§ Assignment:
Could you copy each line of the listing below that has the word "dead"?

----

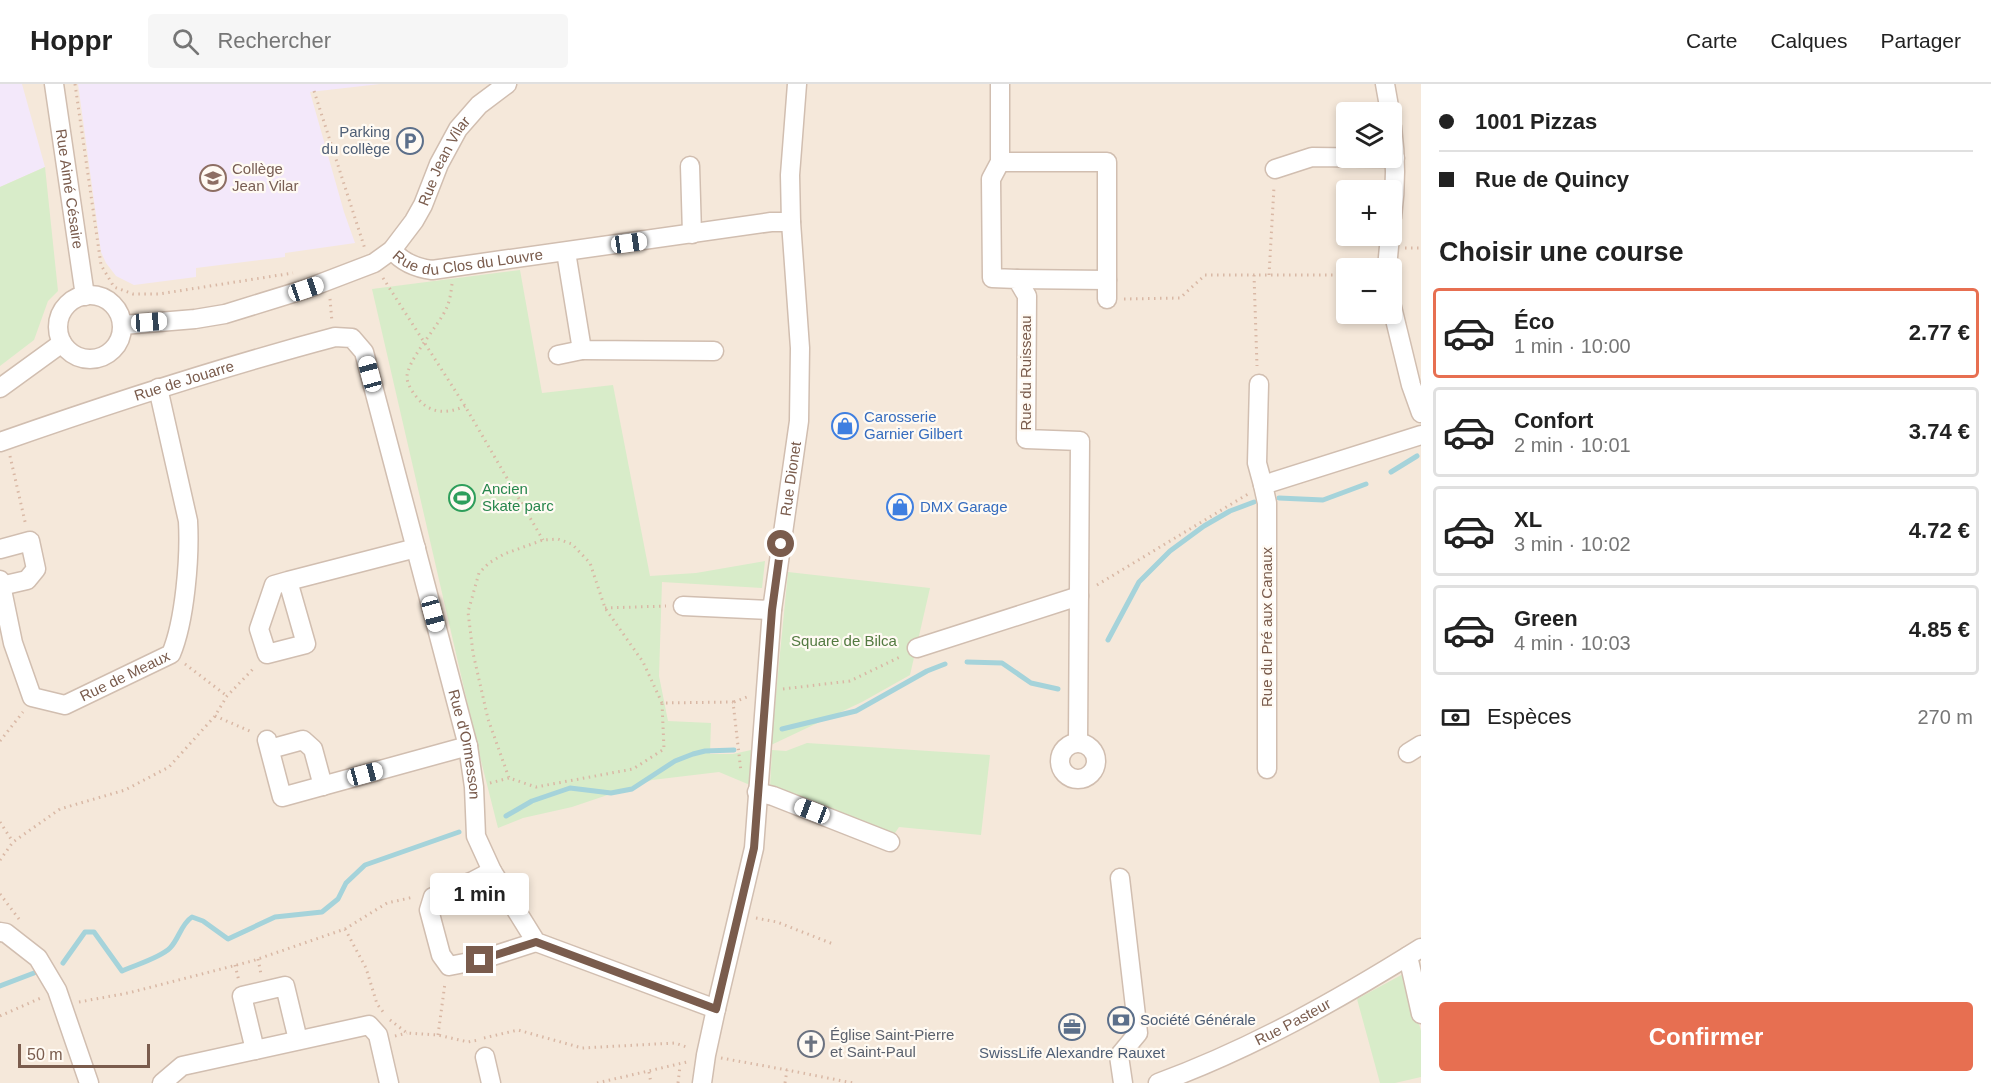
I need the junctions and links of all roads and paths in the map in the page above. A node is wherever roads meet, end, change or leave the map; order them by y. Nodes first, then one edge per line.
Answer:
1 (54, 84) edge
2 (75, 84) edge
3 (507, 84) edge
4 (797, 84) edge
5 (1000, 84) edge
6 (1385, 84) edge
7 (314, 92) dead end
8 (1388, 102) edge
9 (1336, 157) edge
10 (1000, 162) junction
11 (690, 166) dead end
12 (1275, 169) joint
13 (791, 222) junction
14 (692, 234) junction
15 (392, 250) junction
16 (566, 252) junction
17 (374, 263) junction
18 (453, 267) junction
19 (303, 272) dead end
20 (1254, 275) junction
21 (1269, 275) junction
22 (1336, 275) edge
23 (1017, 279) junction
24 (1107, 280) junction
25 (326, 282) junction
26 (85, 296) junction
27 (1107, 299) joint
28 (1396, 324) edge
29 (123, 325) junction
30 (335, 337) junction
31 (62, 343) junction
32 (424, 345) junction
33 (582, 350) junction
34 (714, 351) dead end
35 (558, 355) dead end
36 (1260, 384) joint
37 (158, 387) junction
38 (0, 388) edge
39 (465, 406) junction
40 (1421, 413) edge
41 (1421, 435) edge
42 (3, 441) edge
43 (1263, 485) junction
44 (543, 540) junction
45 (30, 541) junction
46 (416, 548) junction
47 (0, 549) edge
48 (288, 581) junction
49 (1, 583) edge
50 (1080, 596) junction
51 (682, 606) joint
52 (605, 609) junction
53 (772, 610) junction
54 (917, 648) joint
55 (171, 654) junction
56 (267, 654) junction
57 (766, 691) junction
58 (227, 696) junction
59 (32, 697) junction
60 (662, 703) junction
61 (215, 716) junction
62 (0, 741) edge
63 (1078, 742) dead end
64 (269, 744) junction
65 (468, 746) junction
66 (1267, 769) dead end
67 (323, 786) junction
68 (758, 792) junction
69 (0, 822) edge
70 (13, 842) junction
71 (890, 842) dead end
72 (0, 860) edge
73 (492, 871) junction
74 (1120, 878) dead end
75 (0, 894) edge
76 (433, 897) junction
77 (738, 915) junction
78 (20, 920) dead end
79 (345, 929) junction
80 (0, 932) edge
81 (536, 942) junction
82 (833, 944) dead end
83 (1414, 952) edge
84 (449, 966) junction
85 (57, 990) junction
86 (716, 1009) junction
87 (1421, 1014) edge
88 (0, 1016) edge
89 (438, 1035) junction
90 (298, 1040) junction
91 (255, 1050) junction
92 (706, 1054) junction
93 (485, 1057) dead end
94 (680, 1066) junction
95 (787, 1070) junction
96 (649, 1072) junction
97 (1200, 1076) edge
98 (89, 1083) edge
99 (162, 1083) edge
100 (389, 1083) edge
101 (491, 1083) edge
102 (597, 1083) edge
103 (651, 1083) edge
104 (678, 1083) edge
105 (702, 1083) edge
106 (785, 1083) edge
107 (853, 1083) edge
108 (1123, 1083) edge
109 (1158, 1083) edge

1 - 26 street, Rue Aimé Césaire
2 - 19 path
3 - 15 street, Rue Jean Vilar
4 - 13 street, Rue Dionet
5 - 10 street
6 - 8 street
7 - 17 path
9 - 12 street
10 - 23 street
10 - 24 street
11 - 14 street
12 - 21 path
13 - 14 street, Rue du Clos du Louvre
13 - 53 street, Rue Dionet
14 - 16 street, Rue du Clos du Louvre
15 - 17 street, Rue du Clos du Louvre
15 - 18 street, Rue du Clos du Louvre
16 - 18 street, Rue du Clos du Louvre
16 - 33 street
17 - 25 street, Rue du Clos du Louvre
17 - 32 path
18 - 32 path
20 - 21 path
20 - 27 path
20 - 36 path
21 - 22 path
23 - 24 street
23 - 50 street, Rue du Ruisseau
24 - 27 street
25 - 29 street, Rue du Clos du Louvre
25 - 30 path
26 - 29 street
26 - 31 street
28 - 40 street
29 - 31 street
30 - 37 street, Rue de Jouarre
30 - 46 street, Rue d'Ormesson
31 - 38 street
32 - 39 path
32 - 39 path
33 - 34 street
33 - 35 street
36 - 43 street, Rue du Pré aux Canaux
37 - 42 street, Rue de Jouarre
37 - 55 street, Rue de Meaux
39 - 44 path
41 - 43 street
42 - 45 path
43 - 50 path
43 - 66 street, Rue du Pré aux Canaux
44 - 52 path
44 - 60 path
45 - 47 street
45 - 49 street
46 - 48 street
46 - 65 street, Rue d'Ormesson
48 - 56 street
48 - 56 street
49 - 59 street
50 - 54 street
50 - 63 street, Rue du Ruisseau
51 - 52 path
51 - 53 street
52 - 60 path
53 - 57 street, Rue Dionet
54 - 57 path
55 - 58 path
55 - 59 street, Rue de Meaux
56 - 58 path
57 - 68 street, Rue Dionet
58 - 61 path
59 - 62 path
60 - 68 path
61 - 64 path
61 - 70 path
64 - 67 street
64 - 67 street
65 - 67 street
65 - 73 street, Rue d'Ormesson
68 - 71 street
68 - 77 street, Rue Dionet
69 - 70 path
70 - 72 path
73 - 76 street
73 - 81 street, Rue d'Ormesson
74 - 108 street
75 - 78 path
76 - 79 path
76 - 84 street
77 - 82 path
77 - 86 street, Rue Dionet
79 - 85 path
79 - 89 path
80 - 85 street
81 - 84 street
81 - 86 street
83 - 87 street
83 - 97 street, Rue Pasteur
84 - 89 path
85 - 88 path
85 - 98 street
86 - 92 street, Rue Dionet
89 - 92 path
90 - 91 street
90 - 91 street
90 - 100 street
91 - 99 street
92 - 94 path
92 - 95 path
92 - 105 street, Rue Dionet
93 - 101 street
94 - 96 path
94 - 104 path
95 - 106 path
95 - 107 path
96 - 102 path
96 - 103 path
97 - 109 street, Rue Pasteur

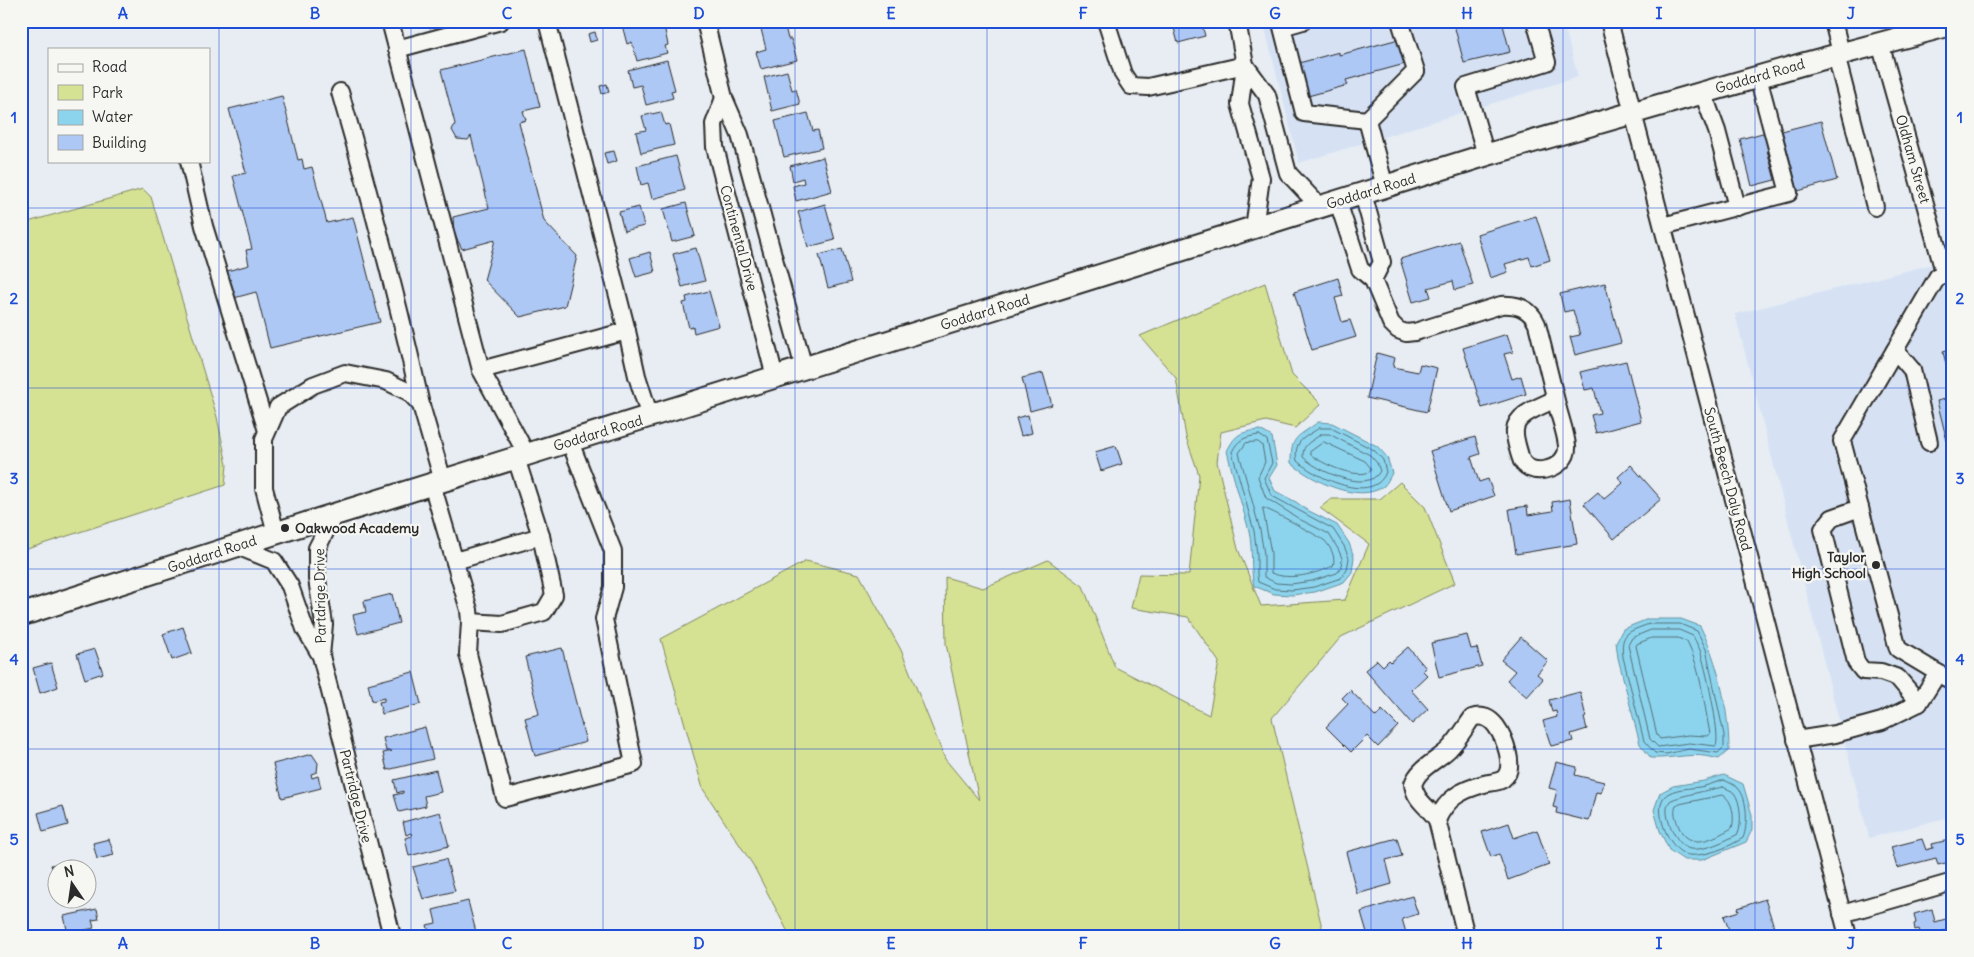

----

§ Task response:
7 (314, 92) dead end
11 (690, 166) dead end
19 (303, 272) dead end
34 (714, 351) dead end
35 (558, 355) dead end
63 (1078, 742) dead end
66 (1267, 769) dead end
71 (890, 842) dead end
74 (1120, 878) dead end
78 (20, 920) dead end
82 (833, 944) dead end
93 (485, 1057) dead end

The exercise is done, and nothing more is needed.